Brian Roloff (born August 8, 1986) is an American professional ice hockey forward who currently plays for the Ravensburg Towerstars of the German DEL2 league.

Career 
Roloff grew up in West Seneca, New York. Prior to turning professional, Roloff played two seasons in the United States Hockey League (USHL) with the Green Bay Gamblers, and then played four years of college hockey at University of Vermont with the Vermont Catamounts men's ice hockey team. After he completed his collegiate career, Roloff played five games in the AHL for the Providence Bruins at the end of the 2009–10 AHL season, and the following season he was signed by the Portland Pirates to an AHL Standard Player's Contract.

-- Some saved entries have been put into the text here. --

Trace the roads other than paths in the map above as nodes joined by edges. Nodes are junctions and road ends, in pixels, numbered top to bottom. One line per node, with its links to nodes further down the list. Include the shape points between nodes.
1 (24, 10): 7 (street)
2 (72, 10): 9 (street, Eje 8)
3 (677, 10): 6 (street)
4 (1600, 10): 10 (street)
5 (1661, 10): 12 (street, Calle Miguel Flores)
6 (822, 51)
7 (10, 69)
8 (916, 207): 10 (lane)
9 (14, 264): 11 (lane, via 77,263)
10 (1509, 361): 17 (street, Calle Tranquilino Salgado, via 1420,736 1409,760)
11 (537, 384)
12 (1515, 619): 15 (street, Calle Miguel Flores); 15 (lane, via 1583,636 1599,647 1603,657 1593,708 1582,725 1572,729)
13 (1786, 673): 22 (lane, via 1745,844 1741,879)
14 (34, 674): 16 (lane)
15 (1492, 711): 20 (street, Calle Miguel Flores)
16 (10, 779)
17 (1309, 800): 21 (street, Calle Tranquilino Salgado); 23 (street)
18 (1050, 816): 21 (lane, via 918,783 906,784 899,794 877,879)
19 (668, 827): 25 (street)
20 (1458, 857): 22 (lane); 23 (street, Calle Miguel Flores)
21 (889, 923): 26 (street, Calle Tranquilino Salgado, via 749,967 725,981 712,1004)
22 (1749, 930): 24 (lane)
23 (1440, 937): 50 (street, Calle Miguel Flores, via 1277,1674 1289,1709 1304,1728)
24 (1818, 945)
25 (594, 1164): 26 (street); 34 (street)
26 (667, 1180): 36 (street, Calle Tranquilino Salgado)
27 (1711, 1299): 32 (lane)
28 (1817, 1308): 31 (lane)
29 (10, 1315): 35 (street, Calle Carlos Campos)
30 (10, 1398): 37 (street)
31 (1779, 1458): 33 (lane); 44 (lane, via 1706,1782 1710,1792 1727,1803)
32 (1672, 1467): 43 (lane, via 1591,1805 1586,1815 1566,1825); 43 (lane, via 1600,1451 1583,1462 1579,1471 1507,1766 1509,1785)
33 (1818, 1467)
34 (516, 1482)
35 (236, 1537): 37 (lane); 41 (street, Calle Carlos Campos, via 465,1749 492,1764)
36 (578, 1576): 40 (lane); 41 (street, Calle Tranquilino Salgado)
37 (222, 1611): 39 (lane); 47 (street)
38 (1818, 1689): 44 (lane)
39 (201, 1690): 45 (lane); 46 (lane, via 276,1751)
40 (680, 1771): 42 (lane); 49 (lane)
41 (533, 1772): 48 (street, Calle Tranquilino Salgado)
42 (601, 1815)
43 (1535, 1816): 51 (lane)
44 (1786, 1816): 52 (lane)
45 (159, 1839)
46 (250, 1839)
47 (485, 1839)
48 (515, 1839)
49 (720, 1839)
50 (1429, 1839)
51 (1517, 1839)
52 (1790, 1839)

In 2011, Roloff opted to continue his career overseas, embarking on a three-stint with the Augsburg Panthers of the Deutsche Eishockey Liga (DEL), the highest level of professional ice hockey in Germany. In his third season with the club, he was slowed down by a shoulder injury and then signed with DEL2 side Ravensburg Towerstars prior to the 2014-15 season. In his first year with the Ravensburg team, Roloff made 54 appearances, scoring 25 goals while assisting on 27 more. He then had his contract renewed for the 2015-16 campaign.

References

External links

Brian Roloff's profile at del-2.org

1986 births
American men's ice hockey centers
Augsburger Panther players
Green Bay Gamblers players
Living people
Portland Pirates players
Providence Bruins players
Vermont Catamounts men's ice hockey players
Ice hockey players from New York (state)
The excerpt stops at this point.